• _Problem requirements_
In your copy, leave out the pictures and repeat every record exactly.

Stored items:
[Start of Attachment]
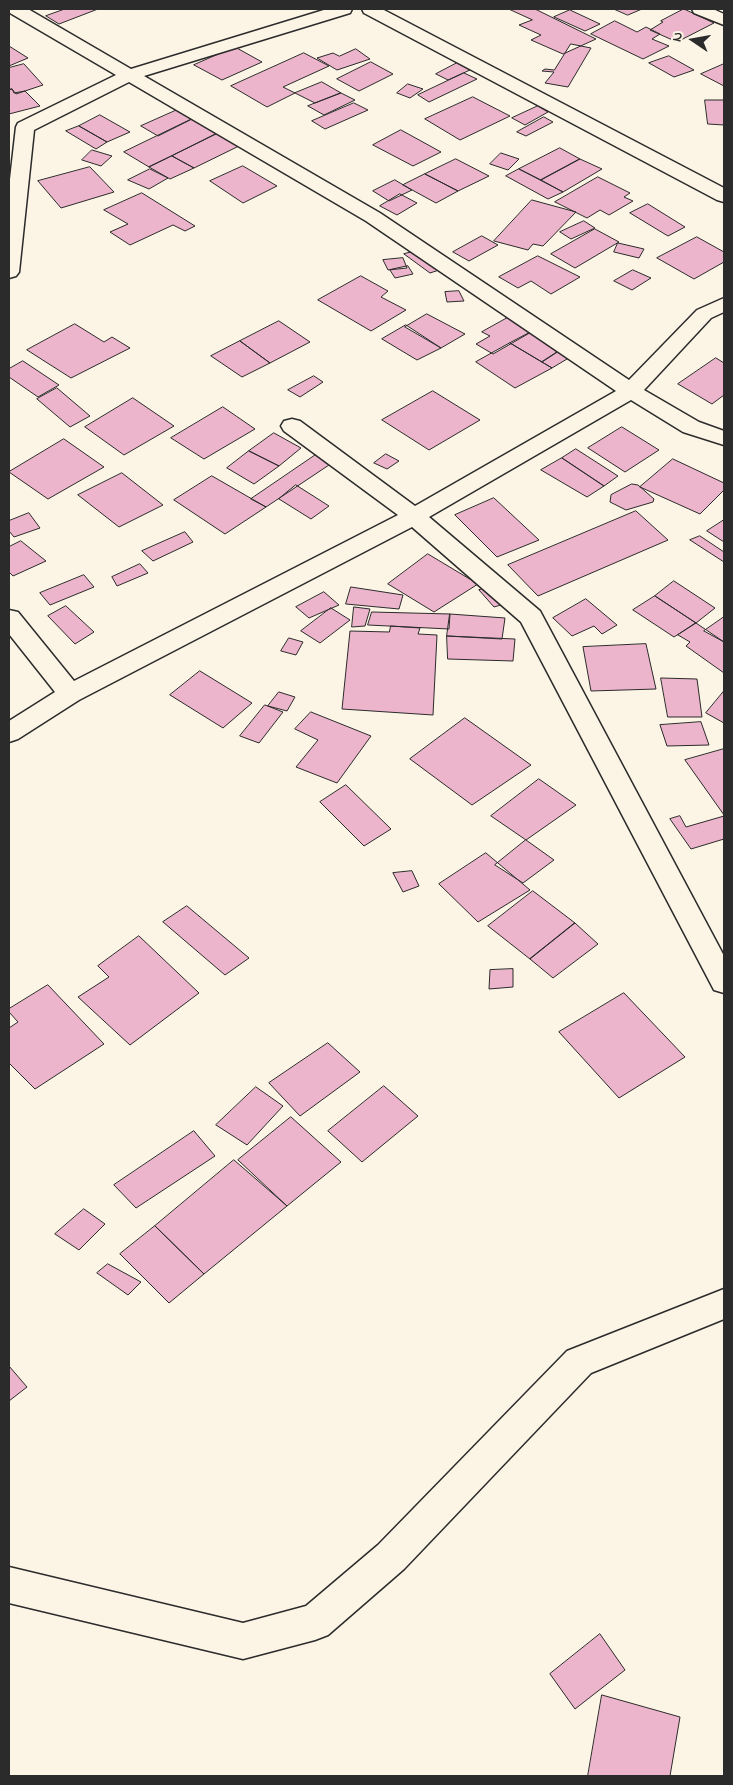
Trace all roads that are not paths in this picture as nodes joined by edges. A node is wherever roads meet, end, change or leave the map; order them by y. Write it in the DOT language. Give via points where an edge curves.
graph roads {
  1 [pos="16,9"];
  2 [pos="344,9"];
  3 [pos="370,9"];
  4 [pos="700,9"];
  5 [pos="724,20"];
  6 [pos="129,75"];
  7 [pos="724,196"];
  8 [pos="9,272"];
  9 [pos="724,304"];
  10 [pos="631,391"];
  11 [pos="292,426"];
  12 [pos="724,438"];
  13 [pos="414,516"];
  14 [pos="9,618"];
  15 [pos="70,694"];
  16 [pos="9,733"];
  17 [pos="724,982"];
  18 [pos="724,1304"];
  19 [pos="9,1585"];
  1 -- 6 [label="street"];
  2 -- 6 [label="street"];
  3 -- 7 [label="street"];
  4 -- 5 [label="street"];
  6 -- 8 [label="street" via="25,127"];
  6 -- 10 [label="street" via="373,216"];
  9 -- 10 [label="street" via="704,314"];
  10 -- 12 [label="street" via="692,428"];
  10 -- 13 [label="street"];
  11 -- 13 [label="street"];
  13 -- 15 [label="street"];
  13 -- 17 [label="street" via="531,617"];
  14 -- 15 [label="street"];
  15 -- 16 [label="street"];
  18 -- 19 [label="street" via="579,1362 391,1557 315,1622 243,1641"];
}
[End of Attachment]
• _Completed task_
Trace all roads that are not paths in this picture as nodes joined by edges. A node is wherever roads meet, end, change or leave the map; order them by y. Write it in the DOT language. Give via points where an edge curves.
graph roads {
  1 [pos="16,9"];
  2 [pos="344,9"];
  3 [pos="370,9"];
  4 [pos="700,9"];
  5 [pos="724,20"];
  6 [pos="129,75"];
  7 [pos="724,196"];
  8 [pos="9,272"];
  9 [pos="724,304"];
  10 [pos="631,391"];
  11 [pos="292,426"];
  12 [pos="724,438"];
  13 [pos="414,516"];
  14 [pos="9,618"];
  15 [pos="70,694"];
  16 [pos="9,733"];
  17 [pos="724,982"];
  18 [pos="724,1304"];
  19 [pos="9,1585"];
  1 -- 6 [label="street"];
  2 -- 6 [label="street"];
  3 -- 7 [label="street"];
  4 -- 5 [label="street"];
  6 -- 8 [label="street" via="25,127"];
  6 -- 10 [label="street" via="373,216"];
  9 -- 10 [label="street" via="704,314"];
  10 -- 12 [label="street" via="692,428"];
  10 -- 13 [label="street"];
  11 -- 13 [label="street"];
  13 -- 15 [label="street"];
  13 -- 17 [label="street" via="531,617"];
  14 -- 15 [label="street"];
  15 -- 16 [label="street"];
  18 -- 19 [label="street" via="579,1362 391,1557 315,1622 243,1641"];
}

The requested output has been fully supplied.